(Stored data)
----------------------------------------

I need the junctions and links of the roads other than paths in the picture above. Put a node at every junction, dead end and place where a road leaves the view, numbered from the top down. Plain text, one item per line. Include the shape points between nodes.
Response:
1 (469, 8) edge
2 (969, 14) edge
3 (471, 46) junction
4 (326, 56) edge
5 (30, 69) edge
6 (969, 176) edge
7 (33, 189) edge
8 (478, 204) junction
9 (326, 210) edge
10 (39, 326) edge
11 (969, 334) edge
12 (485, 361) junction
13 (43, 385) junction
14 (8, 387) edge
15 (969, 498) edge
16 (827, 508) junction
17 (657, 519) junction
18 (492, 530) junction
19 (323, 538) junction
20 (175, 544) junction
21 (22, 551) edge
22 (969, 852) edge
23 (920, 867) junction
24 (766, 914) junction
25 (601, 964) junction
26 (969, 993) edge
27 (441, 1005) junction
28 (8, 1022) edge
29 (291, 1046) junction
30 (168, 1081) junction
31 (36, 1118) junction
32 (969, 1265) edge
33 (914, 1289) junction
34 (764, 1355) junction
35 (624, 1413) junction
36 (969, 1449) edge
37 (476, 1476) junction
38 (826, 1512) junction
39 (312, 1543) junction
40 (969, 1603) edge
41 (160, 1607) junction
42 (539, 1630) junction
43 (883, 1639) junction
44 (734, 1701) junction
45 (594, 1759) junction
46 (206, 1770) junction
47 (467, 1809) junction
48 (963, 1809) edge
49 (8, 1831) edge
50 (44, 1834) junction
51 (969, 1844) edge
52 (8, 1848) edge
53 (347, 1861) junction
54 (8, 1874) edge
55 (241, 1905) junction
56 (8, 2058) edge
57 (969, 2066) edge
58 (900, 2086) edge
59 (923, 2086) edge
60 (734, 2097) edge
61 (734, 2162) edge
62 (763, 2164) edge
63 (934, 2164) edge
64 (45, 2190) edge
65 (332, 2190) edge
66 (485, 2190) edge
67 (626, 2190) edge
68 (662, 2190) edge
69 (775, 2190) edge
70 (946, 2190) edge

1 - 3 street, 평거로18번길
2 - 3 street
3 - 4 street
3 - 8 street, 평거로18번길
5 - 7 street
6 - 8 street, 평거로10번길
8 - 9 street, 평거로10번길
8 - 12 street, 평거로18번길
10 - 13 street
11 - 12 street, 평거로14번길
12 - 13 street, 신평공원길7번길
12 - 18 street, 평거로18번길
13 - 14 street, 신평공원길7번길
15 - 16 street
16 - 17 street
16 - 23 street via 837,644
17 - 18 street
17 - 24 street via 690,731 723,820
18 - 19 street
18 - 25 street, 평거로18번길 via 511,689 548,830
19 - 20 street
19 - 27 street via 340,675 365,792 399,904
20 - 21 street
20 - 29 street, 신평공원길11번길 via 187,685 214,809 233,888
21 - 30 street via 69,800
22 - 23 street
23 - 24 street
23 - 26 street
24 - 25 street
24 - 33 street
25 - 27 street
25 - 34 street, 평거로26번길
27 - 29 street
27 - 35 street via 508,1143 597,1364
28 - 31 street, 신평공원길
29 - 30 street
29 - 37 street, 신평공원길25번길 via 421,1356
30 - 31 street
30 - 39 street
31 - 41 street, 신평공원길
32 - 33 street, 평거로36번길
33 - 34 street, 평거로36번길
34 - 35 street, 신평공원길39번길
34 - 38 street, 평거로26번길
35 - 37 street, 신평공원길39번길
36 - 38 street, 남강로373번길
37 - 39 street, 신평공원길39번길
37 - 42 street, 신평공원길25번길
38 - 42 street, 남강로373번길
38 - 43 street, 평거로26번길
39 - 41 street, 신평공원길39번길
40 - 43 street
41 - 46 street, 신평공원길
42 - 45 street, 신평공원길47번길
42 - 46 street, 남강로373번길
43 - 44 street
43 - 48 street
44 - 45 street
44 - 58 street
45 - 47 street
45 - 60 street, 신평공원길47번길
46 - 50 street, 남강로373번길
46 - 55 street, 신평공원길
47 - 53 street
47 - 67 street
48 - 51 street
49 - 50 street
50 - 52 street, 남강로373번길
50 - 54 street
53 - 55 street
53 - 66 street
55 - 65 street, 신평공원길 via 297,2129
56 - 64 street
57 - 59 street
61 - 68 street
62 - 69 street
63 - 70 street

----------------------------------------

Problem to work on
All records shown above are to be repeated exactly.

Answer space
I need the junctions and links of the roads other than paths in the picture above. Put a node at every junction, dead end and place where a road leaves the view, numbered from the top down. Plain text, one item per line. Include the shape points between nodes.
Response:
1 (469, 8) edge
2 (969, 14) edge
3 (471, 46) junction
4 (326, 56) edge
5 (30, 69) edge
6 (969, 176) edge
7 (33, 189) edge
8 (478, 204) junction
9 (326, 210) edge
10 (39, 326) edge
11 (969, 334) edge
12 (485, 361) junction
13 (43, 385) junction
14 (8, 387) edge
15 (969, 498) edge
16 (827, 508) junction
17 (657, 519) junction
18 (492, 530) junction
19 (323, 538) junction
20 (175, 544) junction
21 (22, 551) edge
22 (969, 852) edge
23 (920, 867) junction
24 (766, 914) junction
25 (601, 964) junction
26 (969, 993) edge
27 (441, 1005) junction
28 (8, 1022) edge
29 (291, 1046) junction
30 (168, 1081) junction
31 (36, 1118) junction
32 (969, 1265) edge
33 (914, 1289) junction
34 (764, 1355) junction
35 (624, 1413) junction
36 (969, 1449) edge
37 (476, 1476) junction
38 (826, 1512) junction
39 (312, 1543) junction
40 (969, 1603) edge
41 (160, 1607) junction
42 (539, 1630) junction
43 (883, 1639) junction
44 (734, 1701) junction
45 (594, 1759) junction
46 (206, 1770) junction
47 (467, 1809) junction
48 (963, 1809) edge
49 (8, 1831) edge
50 (44, 1834) junction
51 (969, 1844) edge
52 (8, 1848) edge
53 (347, 1861) junction
54 (8, 1874) edge
55 (241, 1905) junction
56 (8, 2058) edge
57 (969, 2066) edge
58 (900, 2086) edge
59 (923, 2086) edge
60 (734, 2097) edge
61 (734, 2162) edge
62 (763, 2164) edge
63 (934, 2164) edge
64 (45, 2190) edge
65 (332, 2190) edge
66 (485, 2190) edge
67 (626, 2190) edge
68 (662, 2190) edge
69 (775, 2190) edge
70 (946, 2190) edge

1 - 3 street, 평거로18번길
2 - 3 street
3 - 4 street
3 - 8 street, 평거로18번길
5 - 7 street
6 - 8 street, 평거로10번길
8 - 9 street, 평거로10번길
8 - 12 street, 평거로18번길
10 - 13 street
11 - 12 street, 평거로14번길
12 - 13 street, 신평공원길7번길
12 - 18 street, 평거로18번길
13 - 14 street, 신평공원길7번길
15 - 16 street
16 - 17 street
16 - 23 street via 837,644
17 - 18 street
17 - 24 street via 690,731 723,820
18 - 19 street
18 - 25 street, 평거로18번길 via 511,689 548,830
19 - 20 street
19 - 27 street via 340,675 365,792 399,904
20 - 21 street
20 - 29 street, 신평공원길11번길 via 187,685 214,809 233,888
21 - 30 street via 69,800
22 - 23 street
23 - 24 street
23 - 26 street
24 - 25 street
24 - 33 street
25 - 27 street
25 - 34 street, 평거로26번길
27 - 29 street
27 - 35 street via 508,1143 597,1364
28 - 31 street, 신평공원길
29 - 30 street
29 - 37 street, 신평공원길25번길 via 421,1356
30 - 31 street
30 - 39 street
31 - 41 street, 신평공원길
32 - 33 street, 평거로36번길
33 - 34 street, 평거로36번길
34 - 35 street, 신평공원길39번길
34 - 38 street, 평거로26번길
35 - 37 street, 신평공원길39번길
36 - 38 street, 남강로373번길
37 - 39 street, 신평공원길39번길
37 - 42 street, 신평공원길25번길
38 - 42 street, 남강로373번길
38 - 43 street, 평거로26번길
39 - 41 street, 신평공원길39번길
40 - 43 street
41 - 46 street, 신평공원길
42 - 45 street, 신평공원길47번길
42 - 46 street, 남강로373번길
43 - 44 street
43 - 48 street
44 - 45 street
44 - 58 street
45 - 47 street
45 - 60 street, 신평공원길47번길
46 - 50 street, 남강로373번길
46 - 55 street, 신평공원길
47 - 53 street
47 - 67 street
48 - 51 street
49 - 50 street
50 - 52 street, 남강로373번길
50 - 54 street
53 - 55 street
53 - 66 street
55 - 65 street, 신평공원길 via 297,2129
56 - 64 street
57 - 59 street
61 - 68 street
62 - 69 street
63 - 70 street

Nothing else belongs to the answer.